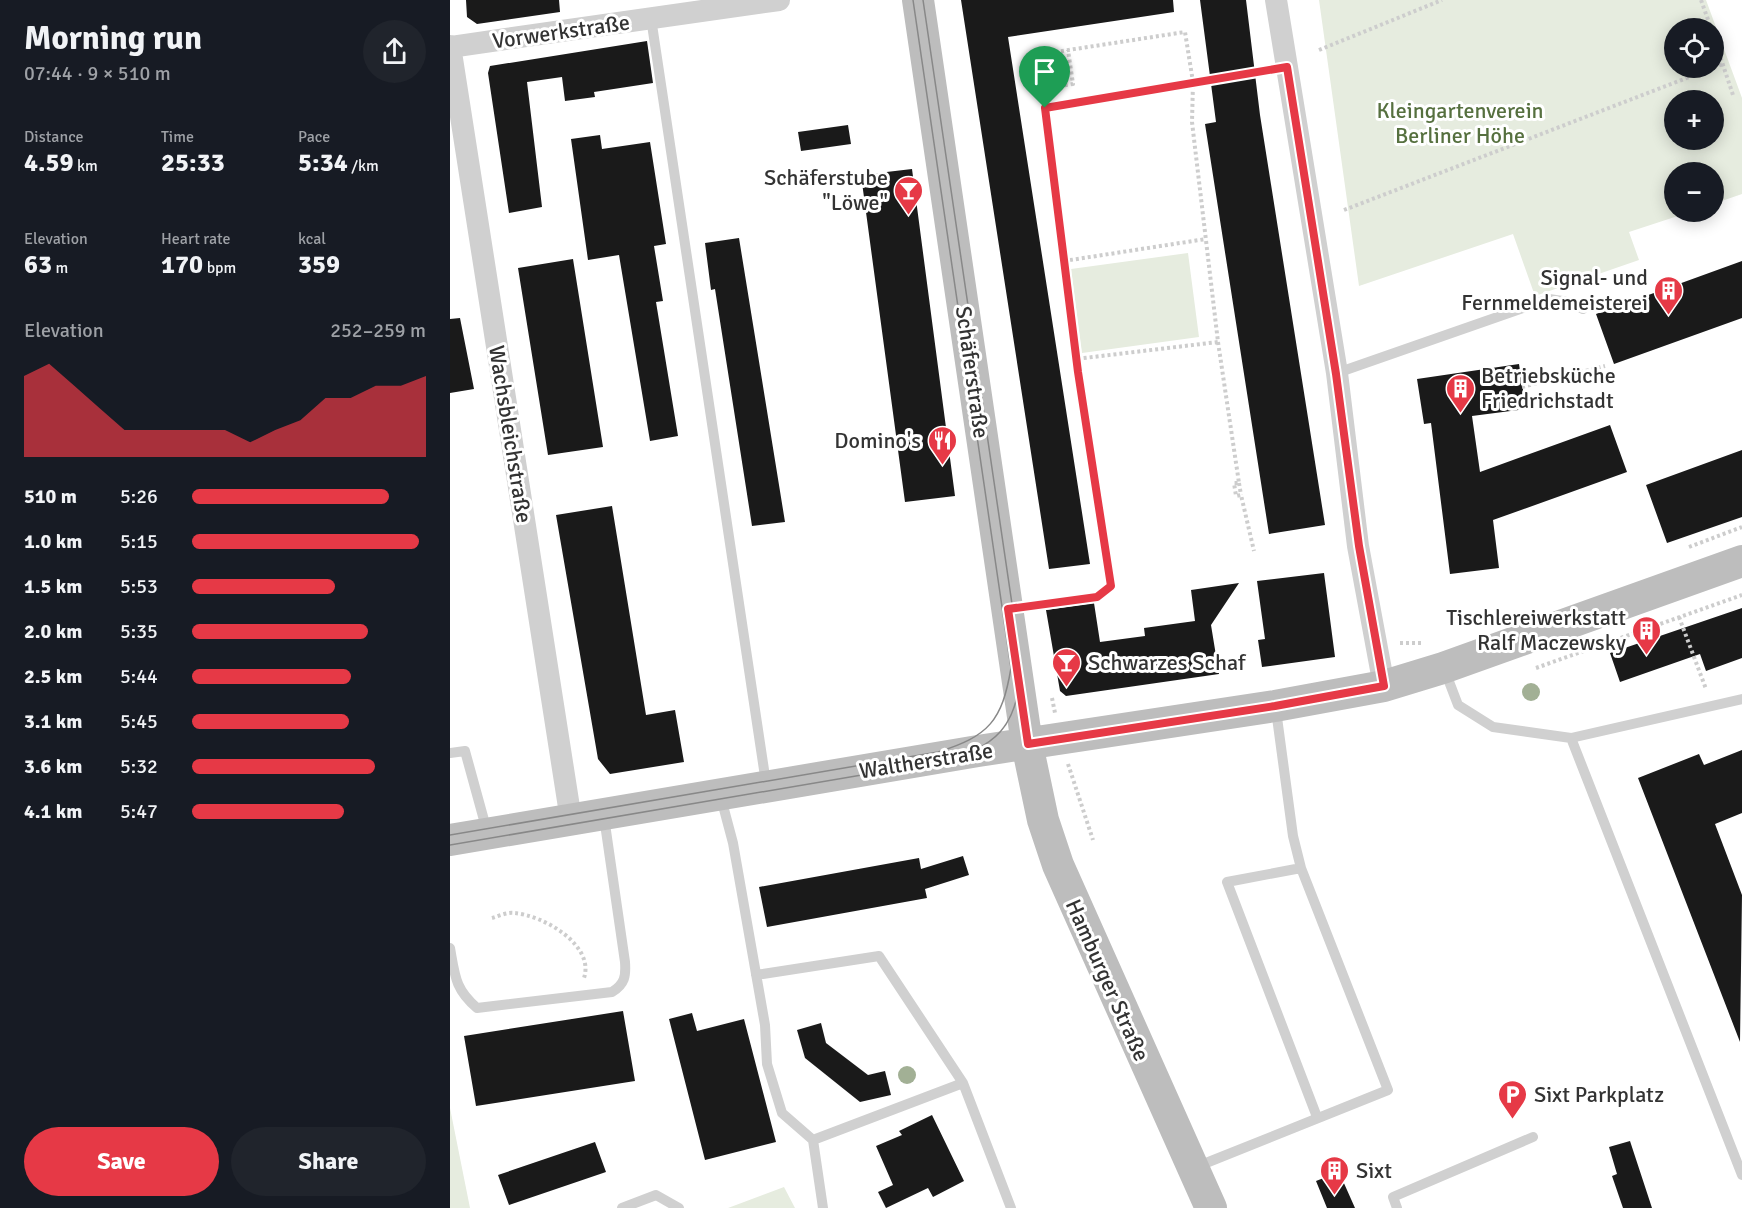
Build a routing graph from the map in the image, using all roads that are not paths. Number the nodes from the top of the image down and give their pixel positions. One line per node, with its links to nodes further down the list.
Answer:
1 (779, 0): 4 (street, Vorwerkstraße)
2 (918, 0): 14 (main road, Schäferstraße)
3 (1276, 0): 7 (street)
4 (651, 18): 5 (street, Vorwerkstraße); 16 (lane)
5 (450, 47): 19 (street, Wachsbleichstraße)
6 (1583, 309): 7 (lane)
7 (1336, 374): 10 (street)
8 (1742, 561): 9 (main road, Waltherstraße)
9 (1443, 668): 10 (main road, Waltherstraße); 13 (lane)
10 (1384, 686): 12 (main road, Waltherstraße)
11 (1742, 699): 13 (lane)
12 (1275, 706): 14 (main road, Waltherstraße); 22 (lane)
13 (1571, 738): 30 (lane)
14 (1028, 744): 16 (main road, Waltherstraße); 29 (main road, Hamburger Straße)
15 (450, 753): 20 (lane)
16 (767, 787): 17 (main road, Waltherstraße)
17 (720, 795): 18 (main road, Waltherstraße); 24 (lane)
18 (603, 814): 19 (main road, Waltherstraße); 23 (lane)
19 (571, 820): 20 (main road, Waltherstraße)
20 (487, 834): 21 (main road, Waltherstraße)
21 (450, 840)
22 (1301, 867): 26 (lane); 26 (lane)
23 (450, 948)
24 (756, 975): 25 (lane); 28 (lane)
25 (963, 1083): 28 (lane); 34 (lane)
26 (1317, 1117): 29 (lane)
27 (1533, 1137): 36 (lane)
28 (813, 1140): 33 (lane)
29 (1193, 1168): 35 (main road, Hamburger Straße)
30 (1742, 1175)
31 (622, 1208): 32 (lane)
32 (679, 1208)
33 (823, 1208)
34 (1011, 1208)
35 (1212, 1208)
36 (1397, 1208)

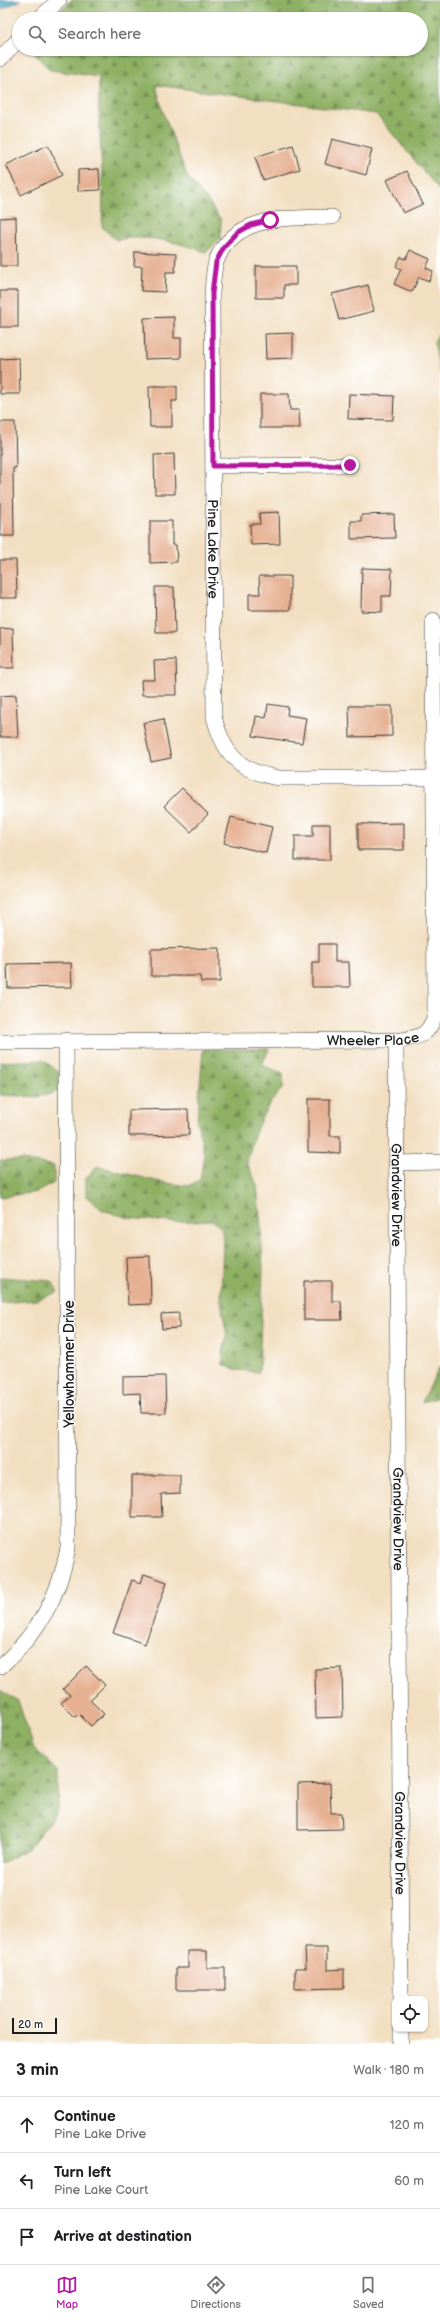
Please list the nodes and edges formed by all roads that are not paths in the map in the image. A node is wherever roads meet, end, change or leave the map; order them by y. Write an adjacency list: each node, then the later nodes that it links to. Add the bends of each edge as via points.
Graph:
1 (59, 0): 2 (street)
2 (46, 12)
3 (12, 46): 4 (street)
4 (0, 59)
5 (332, 217): 7 (street, Pine Lake Drive, via 270,220 251,225 237,233 224,247 216,262 212,293)
6 (350, 465): 7 (street)
7 (213, 466): 9 (street, Pine Lake Drive, via 214,717 219,736 228,751 248,769 261,775 279,778)
8 (433, 620): 9 (street, Wheeler Place)
9 (435, 778): 11 (street, Wheeler Place, via 435,1016 429,1030 420,1037)
10 (66, 1040): 11 (street, Wheeler Place); 12 (street, Wheeler Place); 15 (street, Yellowhammer Drive, via 68,1548 63,1573 51,1605 19,1650)
11 (396, 1040): 14 (street, Grandview Drive)
12 (0, 1042)
13 (440, 1162): 14 (street)
14 (396, 1163): 16 (street, Grandview Drive)
15 (0, 1667)
16 (401, 1996)
17 (401, 2032): 18 (street)
18 (401, 2044)

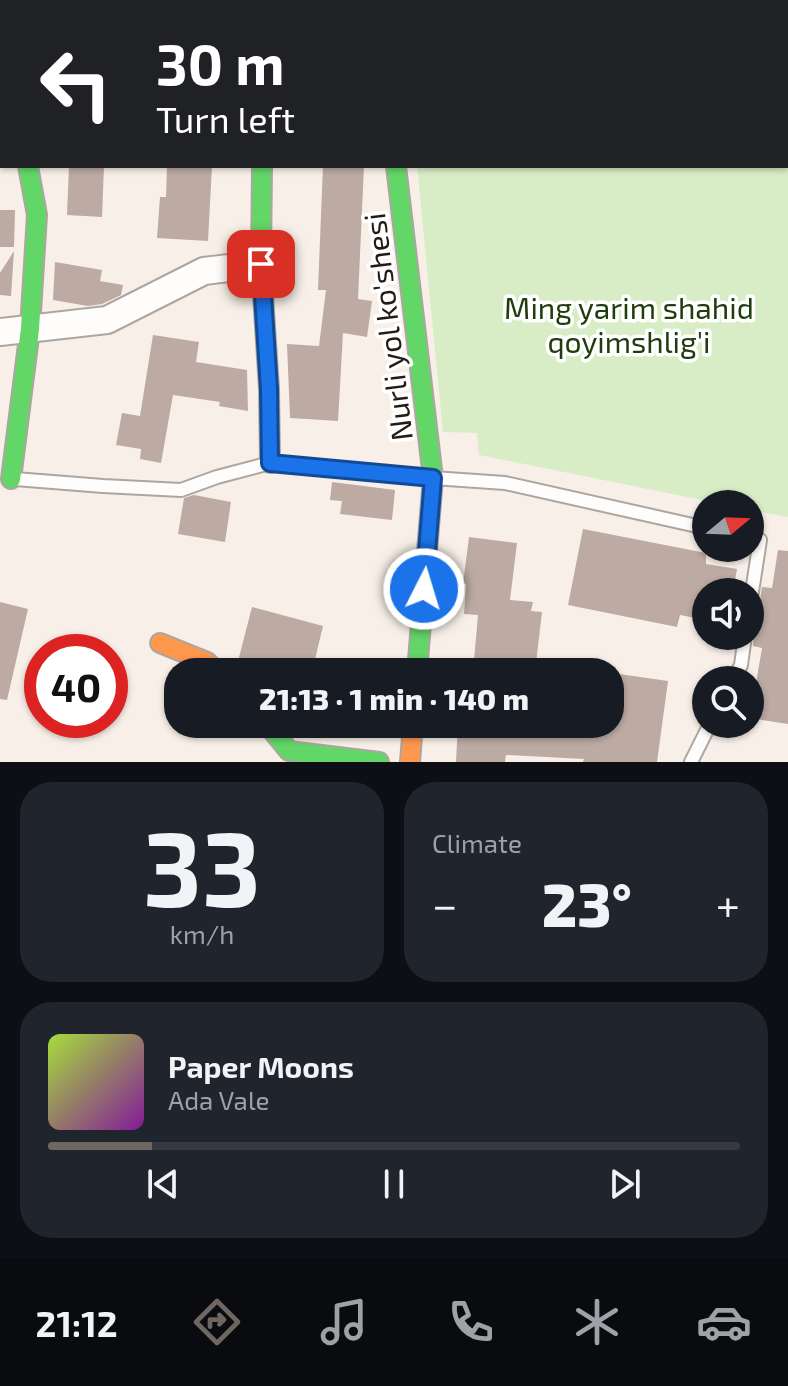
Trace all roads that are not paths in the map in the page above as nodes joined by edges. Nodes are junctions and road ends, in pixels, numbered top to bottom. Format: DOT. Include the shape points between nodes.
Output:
graph roads {
  1 [pos="28,168"];
  2 [pos="262,168"];
  3 [pos="396,168"];
  4 [pos="261,264"];
  5 [pos="30,329"];
  6 [pos="0,332"];
  7 [pos="270,463"];
  8 [pos="433,478"];
  9 [pos="5,479"];
  10 [pos="692,525"];
  11 [pos="160,643"];
  12 [pos="197,658"];
  13 [pos="418,658"];
  14 [pos="278,738"];
  15 [pos="412,738"];
  16 [pos="703,738"];
  17 [pos="379,762"];
  18 [pos="410,762"];
  19 [pos="691,762"];
  1 -- 5 [label="street" via="37,215"];
  2 -- 4 [label="street"];
  3 -- 8 [label="street, Nurli yol ko'shesi"];
  4 -- 5 [label="street" via="204,271 107,320"];
  4 -- 7 [label="street"];
  5 -- 6 [label="street"];
  5 -- 9 [label="street"];
  7 -- 8 [label="lane"];
  7 -- 9 [label="lane" via="181,490"];
  8 -- 10 [label="lane" via="505,483"];
  8 -- 13 [label="street, Nurli yol ko'shesi"];
  11 -- 12 [label="street"];
  14 -- 17 [label="street" via="289,751"];
  15 -- 18 [label="street"];
  16 -- 19 [label="lane"];
}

* * * * * * * * *

__What the task requires__. Lines holding "edges" in the material above: report their number and nothing else.

__Exercise response__. 2